▶ [TO DO] Search the records below for "Fürstenstraße"; copy each line that has it.

▶ [PROVIDED ENTRIES]
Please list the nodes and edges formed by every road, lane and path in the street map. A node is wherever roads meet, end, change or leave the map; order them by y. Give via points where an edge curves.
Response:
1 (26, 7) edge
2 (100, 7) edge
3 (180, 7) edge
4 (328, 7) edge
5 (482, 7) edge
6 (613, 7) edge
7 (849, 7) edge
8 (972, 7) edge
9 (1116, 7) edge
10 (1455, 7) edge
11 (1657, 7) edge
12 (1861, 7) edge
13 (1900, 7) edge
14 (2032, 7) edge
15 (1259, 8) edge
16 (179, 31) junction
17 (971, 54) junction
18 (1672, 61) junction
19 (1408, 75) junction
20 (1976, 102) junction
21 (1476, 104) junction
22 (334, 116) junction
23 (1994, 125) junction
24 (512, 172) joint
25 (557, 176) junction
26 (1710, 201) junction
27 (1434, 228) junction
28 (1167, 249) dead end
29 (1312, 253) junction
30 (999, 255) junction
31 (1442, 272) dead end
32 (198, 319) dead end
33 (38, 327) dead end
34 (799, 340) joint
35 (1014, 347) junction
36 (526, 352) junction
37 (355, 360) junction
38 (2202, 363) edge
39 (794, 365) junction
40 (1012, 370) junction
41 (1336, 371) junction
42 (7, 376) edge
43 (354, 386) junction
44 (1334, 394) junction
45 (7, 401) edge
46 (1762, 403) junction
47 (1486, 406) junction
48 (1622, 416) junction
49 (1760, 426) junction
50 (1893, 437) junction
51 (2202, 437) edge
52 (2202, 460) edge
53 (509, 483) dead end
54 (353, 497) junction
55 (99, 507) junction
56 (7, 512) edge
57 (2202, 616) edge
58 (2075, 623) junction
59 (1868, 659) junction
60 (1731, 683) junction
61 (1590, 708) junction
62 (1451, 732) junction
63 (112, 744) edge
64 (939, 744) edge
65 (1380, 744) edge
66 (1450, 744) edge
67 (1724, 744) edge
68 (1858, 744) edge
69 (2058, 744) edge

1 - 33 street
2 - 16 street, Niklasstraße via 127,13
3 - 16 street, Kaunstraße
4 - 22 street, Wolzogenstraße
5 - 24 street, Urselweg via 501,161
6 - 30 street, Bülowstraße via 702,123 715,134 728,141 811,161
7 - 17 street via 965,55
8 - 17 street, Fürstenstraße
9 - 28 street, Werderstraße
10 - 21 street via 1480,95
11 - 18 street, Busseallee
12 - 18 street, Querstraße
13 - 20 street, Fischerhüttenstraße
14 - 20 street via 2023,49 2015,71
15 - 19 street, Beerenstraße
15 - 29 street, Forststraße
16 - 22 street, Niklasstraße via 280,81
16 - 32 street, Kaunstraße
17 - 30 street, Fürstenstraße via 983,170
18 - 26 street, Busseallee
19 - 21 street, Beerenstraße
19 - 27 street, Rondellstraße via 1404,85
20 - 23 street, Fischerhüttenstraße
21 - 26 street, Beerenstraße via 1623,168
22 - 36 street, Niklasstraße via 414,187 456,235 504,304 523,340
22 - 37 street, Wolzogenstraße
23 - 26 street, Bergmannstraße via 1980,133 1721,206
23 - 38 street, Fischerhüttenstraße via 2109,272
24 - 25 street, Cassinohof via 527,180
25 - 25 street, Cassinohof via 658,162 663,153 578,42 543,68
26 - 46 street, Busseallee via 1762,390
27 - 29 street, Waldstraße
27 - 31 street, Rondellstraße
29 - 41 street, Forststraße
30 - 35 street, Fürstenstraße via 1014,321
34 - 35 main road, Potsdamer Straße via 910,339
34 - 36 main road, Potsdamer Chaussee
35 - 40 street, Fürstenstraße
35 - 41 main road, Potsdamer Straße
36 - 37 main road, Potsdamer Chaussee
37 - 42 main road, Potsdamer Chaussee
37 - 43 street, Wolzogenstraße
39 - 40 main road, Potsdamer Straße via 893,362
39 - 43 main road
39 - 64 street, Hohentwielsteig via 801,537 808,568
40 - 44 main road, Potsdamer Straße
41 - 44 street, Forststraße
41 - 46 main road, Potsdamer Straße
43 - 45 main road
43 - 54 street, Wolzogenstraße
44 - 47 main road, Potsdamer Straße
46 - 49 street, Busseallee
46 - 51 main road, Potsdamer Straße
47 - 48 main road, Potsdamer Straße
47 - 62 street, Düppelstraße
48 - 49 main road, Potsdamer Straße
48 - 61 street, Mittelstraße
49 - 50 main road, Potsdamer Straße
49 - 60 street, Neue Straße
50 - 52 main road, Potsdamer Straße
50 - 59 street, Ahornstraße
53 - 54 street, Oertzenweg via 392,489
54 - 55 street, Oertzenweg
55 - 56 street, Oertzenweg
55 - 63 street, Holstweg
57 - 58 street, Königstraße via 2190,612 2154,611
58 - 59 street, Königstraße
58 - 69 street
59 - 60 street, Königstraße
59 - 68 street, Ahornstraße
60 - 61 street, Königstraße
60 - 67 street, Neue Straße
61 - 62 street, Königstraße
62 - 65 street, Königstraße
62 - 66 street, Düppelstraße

▶ [RESULT OF THIS EXERCISE]
8 - 17 street, Fürstenstraße
17 - 30 street, Fürstenstraße via 983,170
30 - 35 street, Fürstenstraße via 1014,321
35 - 40 street, Fürstenstraße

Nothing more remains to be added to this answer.